Stored data
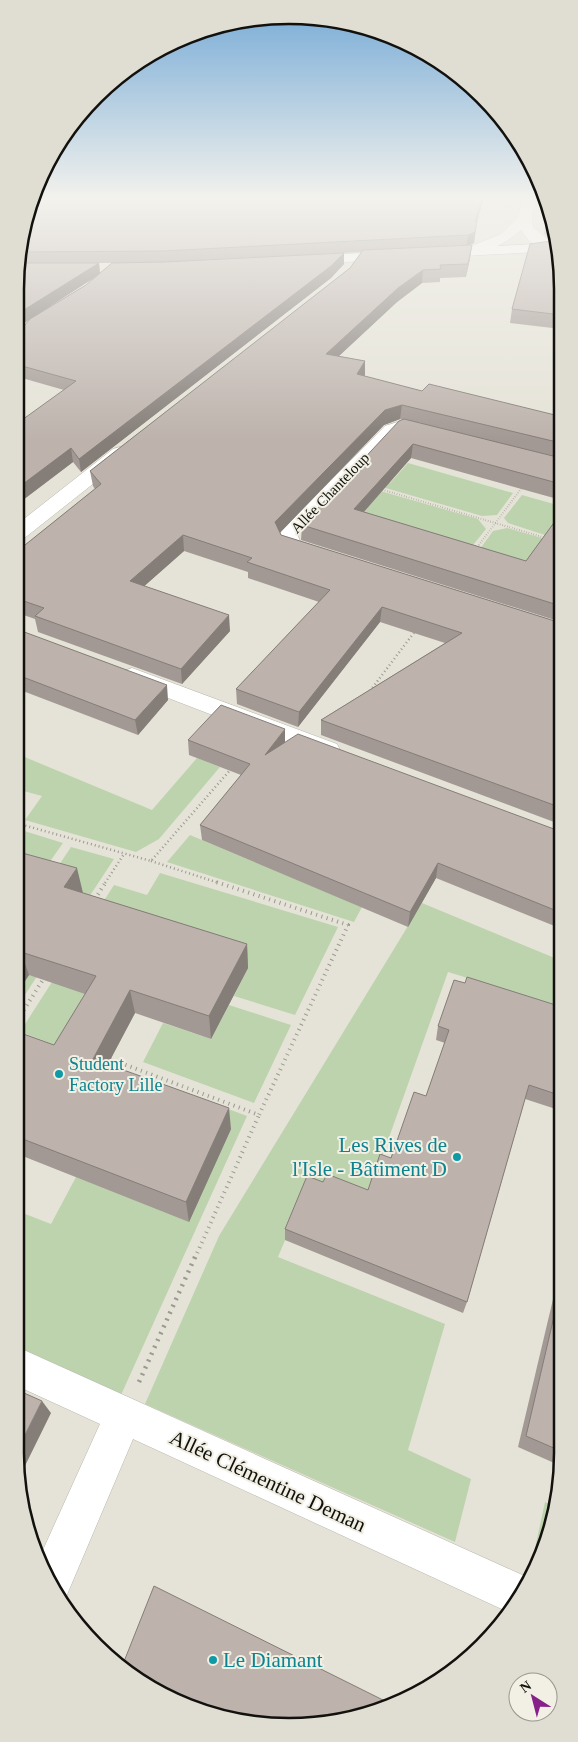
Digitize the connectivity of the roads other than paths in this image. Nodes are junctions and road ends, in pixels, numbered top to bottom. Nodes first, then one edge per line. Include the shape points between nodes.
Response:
1 (440, 434) edge
2 (135, 441) edge
3 (24, 529) edge
4 (333, 560) edge
5 (114, 670) edge
6 (345, 756) edge
7 (24, 1369) edge
8 (124, 1415) junction
9 (54, 1576) edge
10 (511, 1598) edge

1 - 4 street, Allée Chanteloup via 408,426 394,428 288,535 293,546
2 - 3 street
5 - 6 street
7 - 8 street, Allée Clémentine Deman
8 - 9 street
8 - 10 street, Allée Clémentine Deman

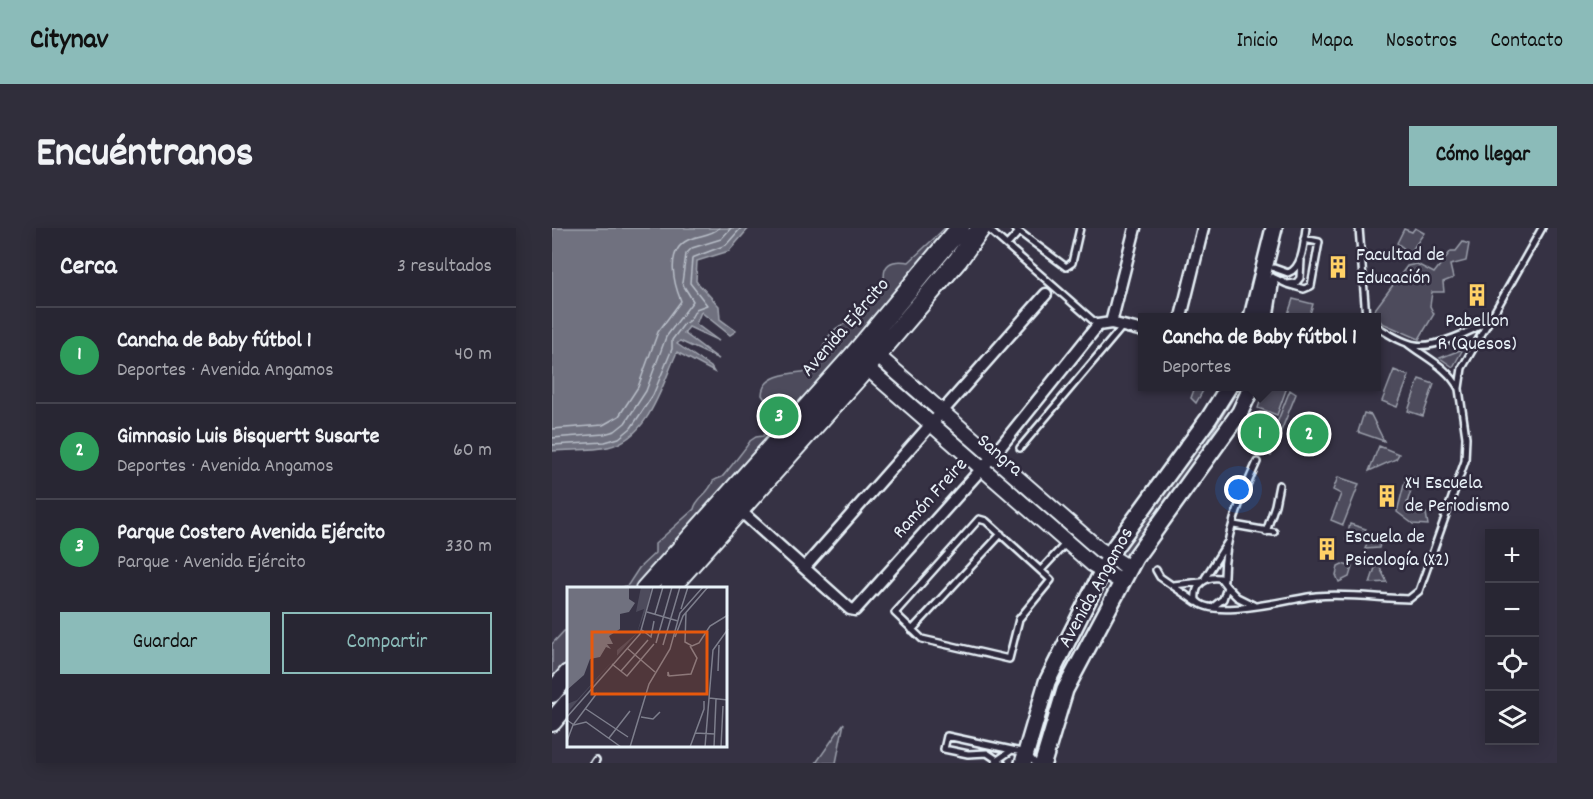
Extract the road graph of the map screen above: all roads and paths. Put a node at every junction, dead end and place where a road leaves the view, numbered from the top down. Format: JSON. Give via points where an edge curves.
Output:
{"nodes":[{"id":1,"x":960,"y":228,"type":"edge"},
{"id":2,"x":981,"y":228,"type":"edge"},
{"id":3,"x":987,"y":228,"type":"edge"},
{"id":4,"x":1080,"y":228,"type":"edge"},
{"id":5,"x":1135,"y":228,"type":"edge"},
{"id":6,"x":1203,"y":228,"type":"edge"},
{"id":7,"x":1274,"y":228,"type":"edge"},
{"id":8,"x":1282,"y":228,"type":"edge"},
{"id":9,"x":1306,"y":228,"type":"edge"},
{"id":10,"x":1359,"y":228,"type":"edge"},
{"id":11,"x":1542,"y":228,"type":"edge"},
{"id":12,"x":1016,"y":230,"type":"edge"},
{"id":13,"x":1304,"y":239,"type":"junction"},
{"id":14,"x":1007,"y":245,"type":"junction"},
{"id":15,"x":1301,"y":256,"type":"junction"},
{"id":16,"x":1301,"y":268,"type":"junction"},
{"id":17,"x":1315,"y":271,"type":"junction"},
{"id":18,"x":1273,"y":273,"type":"junction"},
{"id":19,"x":1287,"y":284,"type":"junction"},
{"id":20,"x":1046,"y":294,"type":"dead end"},
{"id":21,"x":1182,"y":313,"type":"edge"},
{"id":22,"x":1253,"y":313,"type":"edge"},
{"id":23,"x":1266,"y":313,"type":"edge"},
{"id":24,"x":1365,"y":313,"type":"edge"},
{"id":25,"x":1490,"y":320,"type":"junction"},
{"id":26,"x":1111,"y":323,"type":"junction"},
{"id":27,"x":1098,"y":325,"type":"junction"},
{"id":28,"x":1123,"y":326,"type":"junction"},
{"id":29,"x":1381,"y":329,"type":"edge"},
{"id":30,"x":1138,"y":330,"type":"edge"},
{"id":31,"x":1407,"y":343,"type":"junction"},
{"id":32,"x":865,"y":355,"type":"junction"},
{"id":33,"x":1459,"y":389,"type":"junction"},
{"id":34,"x":1226,"y":391,"type":"edge"},
{"id":35,"x":1250,"y":391,"type":"edge"},
{"id":36,"x":943,"y":412,"type":"junction"},
{"id":37,"x":932,"y":423,"type":"junction"},
{"id":38,"x":1020,"y":448,"type":"dead end"},
{"id":39,"x":993,"y":456,"type":"junction"},
{"id":40,"x":1257,"y":462,"type":"dead end"},
{"id":41,"x":982,"y":468,"type":"junction"},
{"id":42,"x":1279,"y":485,"type":"dead end"},
{"id":43,"x":733,"y":505,"type":"junction"},
{"id":44,"x":1234,"y":525,"type":"junction"},
{"id":45,"x":1266,"y":532,"type":"junction"},
{"id":46,"x":1274,"y":532,"type":"dead end"},
{"id":47,"x":1001,"y":534,"type":"junction"},
{"id":48,"x":1231,"y":536,"type":"junction"},
{"id":49,"x":1066,"y":542,"type":"junction"},
{"id":50,"x":1106,"y":563,"type":"junction"},
{"id":51,"x":805,"y":567,"type":"junction"},
{"id":52,"x":1129,"y":568,"type":"junction"},
{"id":53,"x":1042,"y":569,"type":"junction"},
{"id":54,"x":1156,"y":570,"type":"dead end"},
{"id":55,"x":1224,"y":580,"type":"junction"},
{"id":56,"x":1202,"y":581,"type":"junction"},
{"id":57,"x":1122,"y":582,"type":"junction"},
{"id":58,"x":1171,"y":585,"type":"junction"},
{"id":59,"x":659,"y":586,"type":"edge"},
{"id":60,"x":1227,"y":587,"type":"junction"},
{"id":61,"x":1199,"y":603,"type":"junction"},
{"id":62,"x":1255,"y":606,"type":"junction"},
{"id":63,"x":1213,"y":607,"type":"junction"},
{"id":64,"x":912,"y":630,"type":"junction"},
{"id":65,"x":567,"y":675,"type":"edge"},
{"id":66,"x":552,"y":693,"type":"edge"},
{"id":67,"x":567,"y":704,"type":"edge"},
{"id":68,"x":552,"y":722,"type":"edge"},
{"id":69,"x":1024,"y":757,"type":"edge"},
{"id":70,"x":998,"y":762,"type":"edge"},
{"id":71,"x":1043,"y":763,"type":"edge"}],
"edges":[{"from":1,"to":32,"type":"highway","name":"Avenida Ejército"},
{"from":2,"to":32,"type":"highway","name":"Avenida Ejército","via":[[958,260]]},
{"from":3,"to":14,"type":"lane"},
{"from":4,"to":12,"type":"lane","via":[[1072,263],[1065,267]]},
{"from":5,"to":26,"type":"street"},
{"from":6,"to":21,"type":"street"},
{"from":7,"to":22,"type":"main road"},
{"from":8,"to":18,"type":"main road"},
{"from":9,"to":13,"type":"lane"},
{"from":10,"to":24,"type":"lane"},
{"from":11,"to":25,"type":"lane"},
{"from":12,"to":14,"type":"lane"},
{"from":13,"to":15,"type":"lane"},
{"from":13,"to":17,"type":"lane","via":[[1319,243]]},
{"from":14,"to":27,"type":"lane"},
{"from":15,"to":16,"type":"lane"},
{"from":15,"to":18,"type":"lane","via":[[1292,273]]},
{"from":16,"to":17,"type":"lane"},
{"from":16,"to":19,"type":"lane","via":[[1298,281]]},
{"from":17,"to":19,"type":"lane","via":[[1309,289]]},
{"from":18,"to":19,"type":"lane"},
{"from":18,"to":23,"type":"main road"},
{"from":20,"to":36,"type":"street"},
{"from":25,"to":31,"type":"lane","via":[[1432,344]]},
{"from":25,"to":33,"type":"lane","via":[[1462,368]]},
{"from":26,"to":27,"type":"street"},
{"from":26,"to":28,"type":"street"},
{"from":27,"to":39,"type":"street","name":"Ramón Freire"},
{"from":28,"to":30,"type":"street"},
{"from":28,"to":38,"type":"lane"},
{"from":29,"to":31,"type":"lane"},
{"from":31,"to":33,"type":"lane","via":[[1447,371]]},
{"from":32,"to":36,"type":"street","name":"Sangra"},
{"from":32,"to":37,"type":"street","name":"Sangra"},
{"from":32,"to":43,"type":"highway","name":"Avenida Ejército"},
{"from":33,"to":62,"type":"lane","via":[[1467,437],[1465,461],[1419,591],[1409,599],[1317,596]]},
{"from":34,"to":50,"type":"main road","name":"Avenida Angamos"},
{"from":35,"to":52,"type":"main road","name":"Avenida Angamos","via":[[1240,412]]},
{"from":36,"to":37,"type":"street"},
{"from":36,"to":39,"type":"street","name":"Sangra"},
{"from":37,"to":41,"type":"street","name":"Sangra"},
{"from":37,"to":51,"type":"street"},
{"from":39,"to":41,"type":"street","name":"Ramón Freire"},
{"from":39,"to":50,"type":"street","name":"Sangra"},
{"from":40,"to":44,"type":"lane"},
{"from":41,"to":49,"type":"street","name":"Sangra"},
{"from":41,"to":51,"type":"street","name":"Ramón Freire","via":[[855,610]]},
{"from":42,"to":45,"type":"lane"},
{"from":43,"to":51,"type":"street"},
{"from":43,"to":59,"type":"highway","name":"Avenida Ejército"},
{"from":44,"to":45,"type":"lane"},
{"from":44,"to":48,"type":"lane"},
{"from":45,"to":46,"type":"lane"},
{"from":47,"to":53,"type":"lane"},
{"from":47,"to":64,"type":"lane"},
{"from":47,"to":64,"type":"lane","via":[[979,519],[895,613]]},
{"from":48,"to":55,"type":"lane"},
{"from":48,"to":56,"type":"lane","via":[[1218,562]]},
{"from":49,"to":50,"type":"street","name":"Sangra"},
{"from":49,"to":53,"type":"lane"},
{"from":50,"to":52,"type":"street","name":"Sangra"},
{"from":50,"to":57,"type":"street","name":"Sangra"},
{"from":50,"to":69,"type":"main road","name":"Avenida Angamos","via":[[1047,682]]},
{"from":52,"to":57,"type":"main road","name":"Avenida Angamos"},
{"from":53,"to":64,"type":"lane","via":[[1051,580],[1019,619],[1009,659],[922,639]]},
{"from":54,"to":58,"type":"lane"},
{"from":55,"to":56,"type":"lane","via":[[1217,577]]},
{"from":55,"to":60,"type":"lane"},
{"from":56,"to":58,"type":"lane"},
{"from":56,"to":61,"type":"lane","via":[[1195,596]]},
{"from":57,"to":71,"type":"main road","name":"Avenida Angamos","via":[[1065,690]]},
{"from":58,"to":61,"type":"lane"},
{"from":60,"to":62,"type":"lane"},
{"from":60,"to":63,"type":"lane","via":[[1223,599]]},
{"from":61,"to":63,"type":"lane"},
{"from":62,"to":63,"type":"lane"},
{"from":65,"to":66,"type":"highway"},
{"from":67,"to":68,"type":"highway"},
{"from":69,"to":70,"type":"lane"},
{"from":69,"to":70,"type":"lane","via":[[947,736],[944,749],[987,753]]}]}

Exercise objective
Which lines of the material above hold the string "Clémentine"? Pull them out.

Answer
7 - 8 street, Allée Clémentine Deman
8 - 10 street, Allée Clémentine Deman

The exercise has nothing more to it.